White Rabbit lui sourit à nouveau, penchée vers elle, et continua son manège en s’asseyant sur le fauteuil, ses jambes filant de part et d’autre de celles d’Anouk. Elle rapprocha ainsi sa poitrine d’elle, mais se baissa, pour que son visage se plante face à celui de son invitée, et qu’elle puisse voir les yeux violets de la magicienne.
«
En attendant, je t’offre un tour sur le Bolid’. »
Ayant dit cela, la Lapine s’écarta, et Anouk constata alors que son fauteuil était désormais fixé sur des rails, et avait changé de place, se trouvant face à celui des autres, formant une ligne. White Rabbit s’écarta, et souffla un baiser à Anouk, avant que la machine ne démarre. Le fauteuil s’avançait le long du sol, et il n’y avait pas de planches sur lequel s’appuyer. Les jambes d’Anouk flottaient dans le vide, et le manège grimpa ensuite une côte, dans une espèce de gros canon long.
«
Paré au décollage ! entonna quelque part une voix
off.
3... 2... 1... GOOOOOOOOOOO !! »
Il y eut comme une explosion, et le manège fila à toute allure, pour s’envoler dans le ciel, et, en regardant bien, on pouvait voir qu’il était tiré par des cerfs et par un cocher bedonnant vêtu de rouge... Comme le chariot du Père Noël. Le chariot s’envolait au-dessus d’une ville indistincte, évoquant une sorte de Nexus fantasmagorique, avec des champignons géants qui faisaient la taille d’immeubles ici et là. Il y avait également des bâtiments à l’architecture curieuse, semblant avoir été conçus par un Numérobis qui se serait échappé ici : des portes à la place de fenêtres, des escaliers de travers, des étages faits à côté des rez-de-chaussée, s’appuyant eux-mêmes sur d’autres rez-de-chaussée... Des oiseaux volaient parfois près du chariot, explosant alors en mille artifices qui tombaient sur les spectateurs.

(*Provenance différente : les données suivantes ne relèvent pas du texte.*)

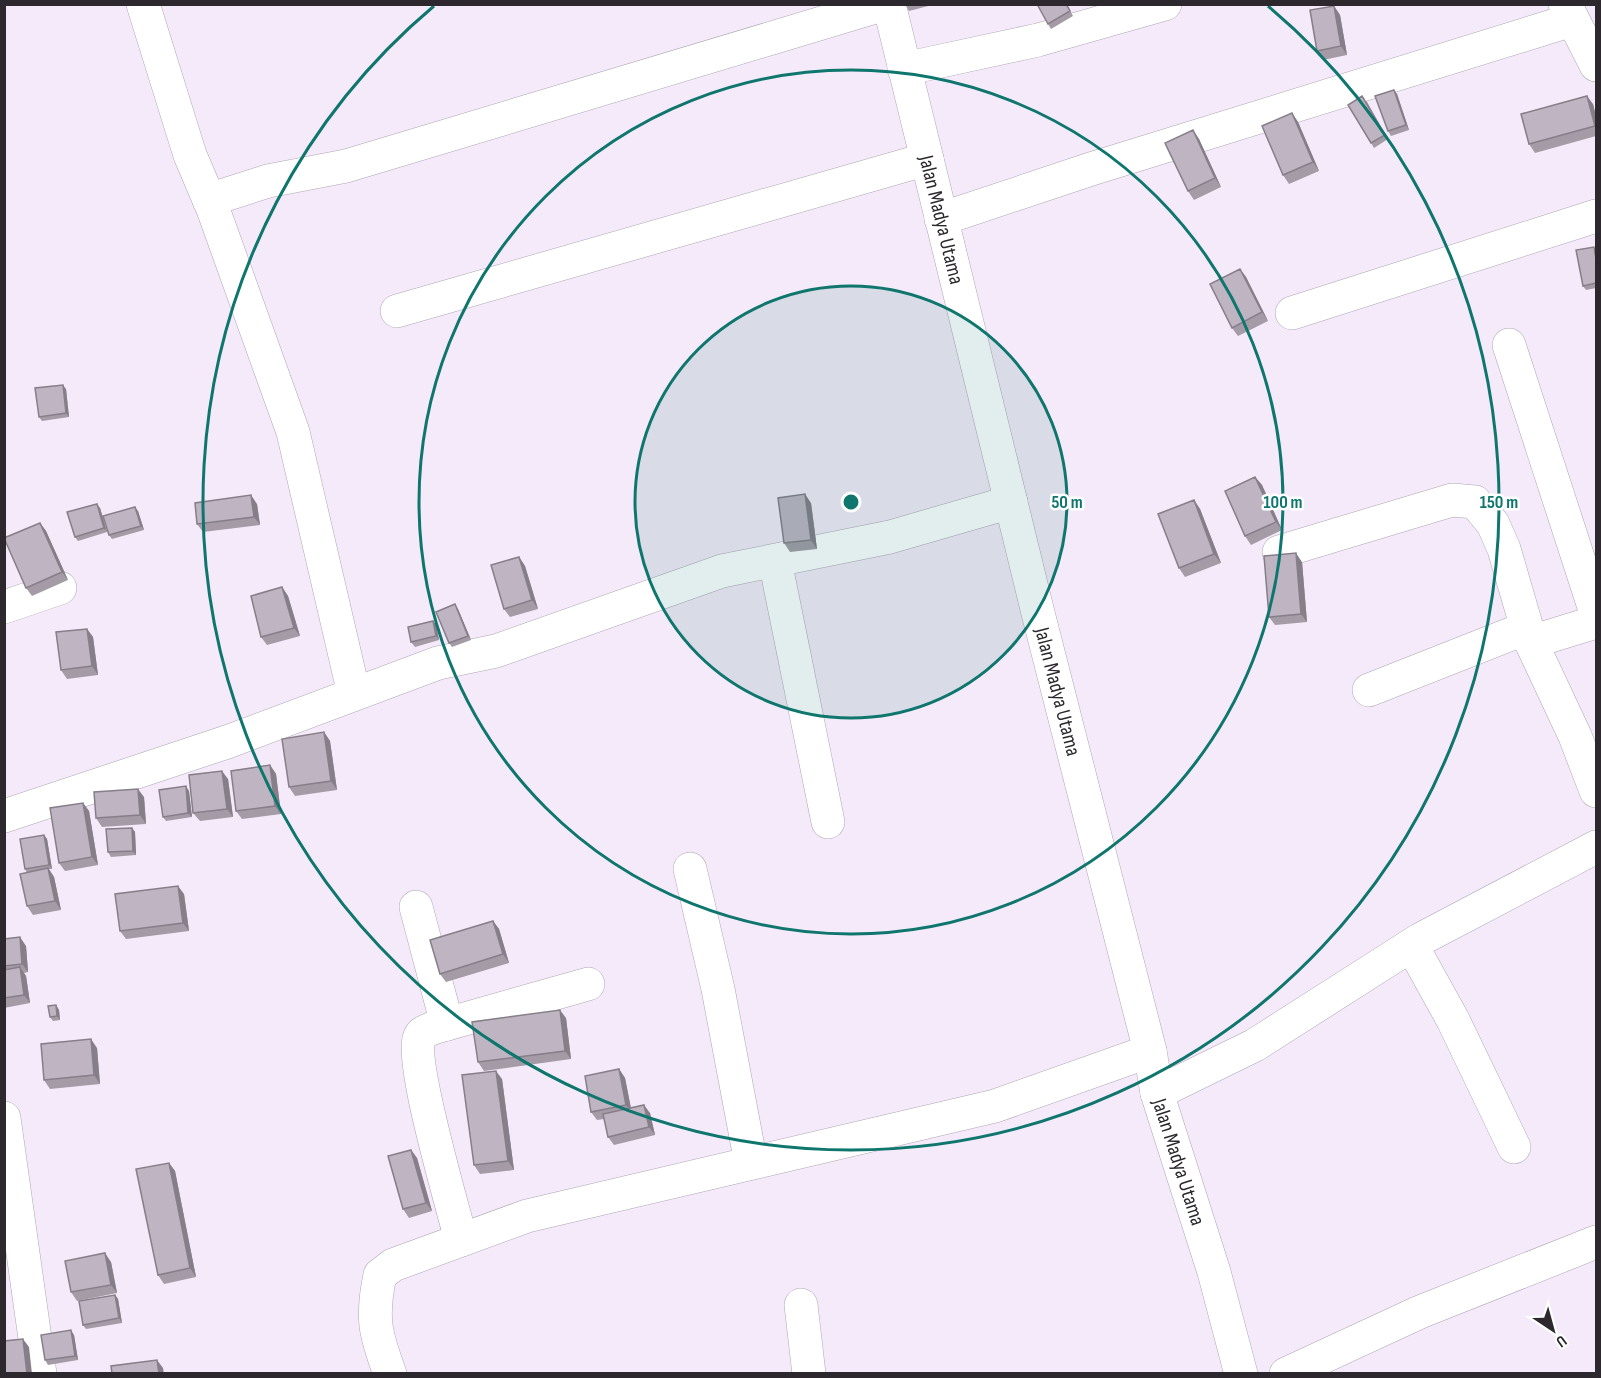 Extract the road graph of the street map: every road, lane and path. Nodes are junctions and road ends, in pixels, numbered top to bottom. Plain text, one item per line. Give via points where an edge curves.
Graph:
1 (143, 4) edge
2 (887, 4) edge
3 (1165, 4) edge
4 (1568, 12) edge
5 (1593, 52) edge
6 (904, 69) junction
7 (927, 159) junction
8 (230, 193) junction
9 (1596, 216) edge
10 (941, 219) junction
11 (397, 311) dead end
12 (1292, 313) dead end
13 (1509, 345) dead end
14 (1011, 502) junction
15 (1279, 552) edge
16 (775, 561) junction
17 (60, 588) edge
18 (4, 608) edge
19 (1596, 613) edge
20 (1596, 622) edge
21 (1529, 635) junction
22 (1369, 690) dead end
23 (358, 693) junction
24 (1596, 791) edge
25 (4, 816) edge
26 (828, 822) dead end
27 (1596, 847) edge
28 (690, 869) dead end
29 (416, 907) dead end
30 (1412, 946) junction
31 (588, 984) dead end
32 (447, 1024) junction
33 (1150, 1050) junction
34 (1157, 1093) junction
35 (4, 1118) edge
36 (1514, 1147) dead end
37 (751, 1163) junction
38 (11, 1200) edge
39 (461, 1240) junction
40 (1596, 1242) edge
41 (801, 1305) dead end
42 (40, 1374) edge
43 (390, 1374) edge
44 (809, 1374) edge
45 (1241, 1374) edge
46 (1286, 1374) edge

1 - 8 street via 190,155
2 - 6 street, Jalan Madya Utama
2 - 8 street via 346,166
3 - 6 street via 1038,40
4 - 5 street
4 - 10 street
6 - 7 street, Jalan Madya Utama
7 - 10 street, Jalan Madya Utama
7 - 11 street
8 - 23 street
9 - 12 street
10 - 14 street, Jalan Madya Utama
13 - 19 street
14 - 16 street via 891,537
14 - 33 street, Jalan Madya Utama
15 - 21 street via 1452,500 1475,502 1493,524 1504,549
16 - 23 street via 722,571 496,651 438,663
16 - 26 street
17 - 18 street
20 - 21 street
21 - 22 street
21 - 24 street
23 - 25 street via 227,742
27 - 30 street
28 - 37 street via 718,989
29 - 32 street
30 - 34 street via 1255,1045
30 - 36 street via 1453,1020
31 - 32 street
32 - 39 street via 422,1033 418,1044 427,1105
33 - 34 street, Jalan Madya Utama
33 - 37 street via 995,1106
34 - 45 street, Jalan Madya Utama via 1214,1272
35 - 38 street
37 - 39 street via 527,1216
38 - 42 street
39 - 43 street via 393,1265 380,1275 375,1296 375,1334
40 - 46 street via 1420,1312
41 - 44 street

Anouk ne pouvait que suivre le manège, qui se rapprochait lentement d’un château central, sur une grande place circulaire.
Le chariot se rapprochait de la grande place centrale, et, en s’approchant, on put voir que cette place était reliée à deux autres places, une au nord, une au sud, chacune ayant une statue de lapine. Était-ce les deux lapines dont White Rabbit avait parlé à Anouk ? Le chariot s’approchait à vive allure du sol, et, alors qu’il allait s’y écraser, les cers s’en servirent pour sauter, bandant les muscles avant de les relâcher, mais le harnais de sécurité retenant Anouk s’ouvrit alors, sans prévenir.
«
On largue le premier cadeau, HO-HO-HO-HO !! » s’exclama le curieux Père Noël.
Anouk se retrouva sur le sol, devant le palais... Où une autre fête avait lieu. Une fête multicolore et folklorique, devant un château semblant tout droit sorti d’un conte de fées.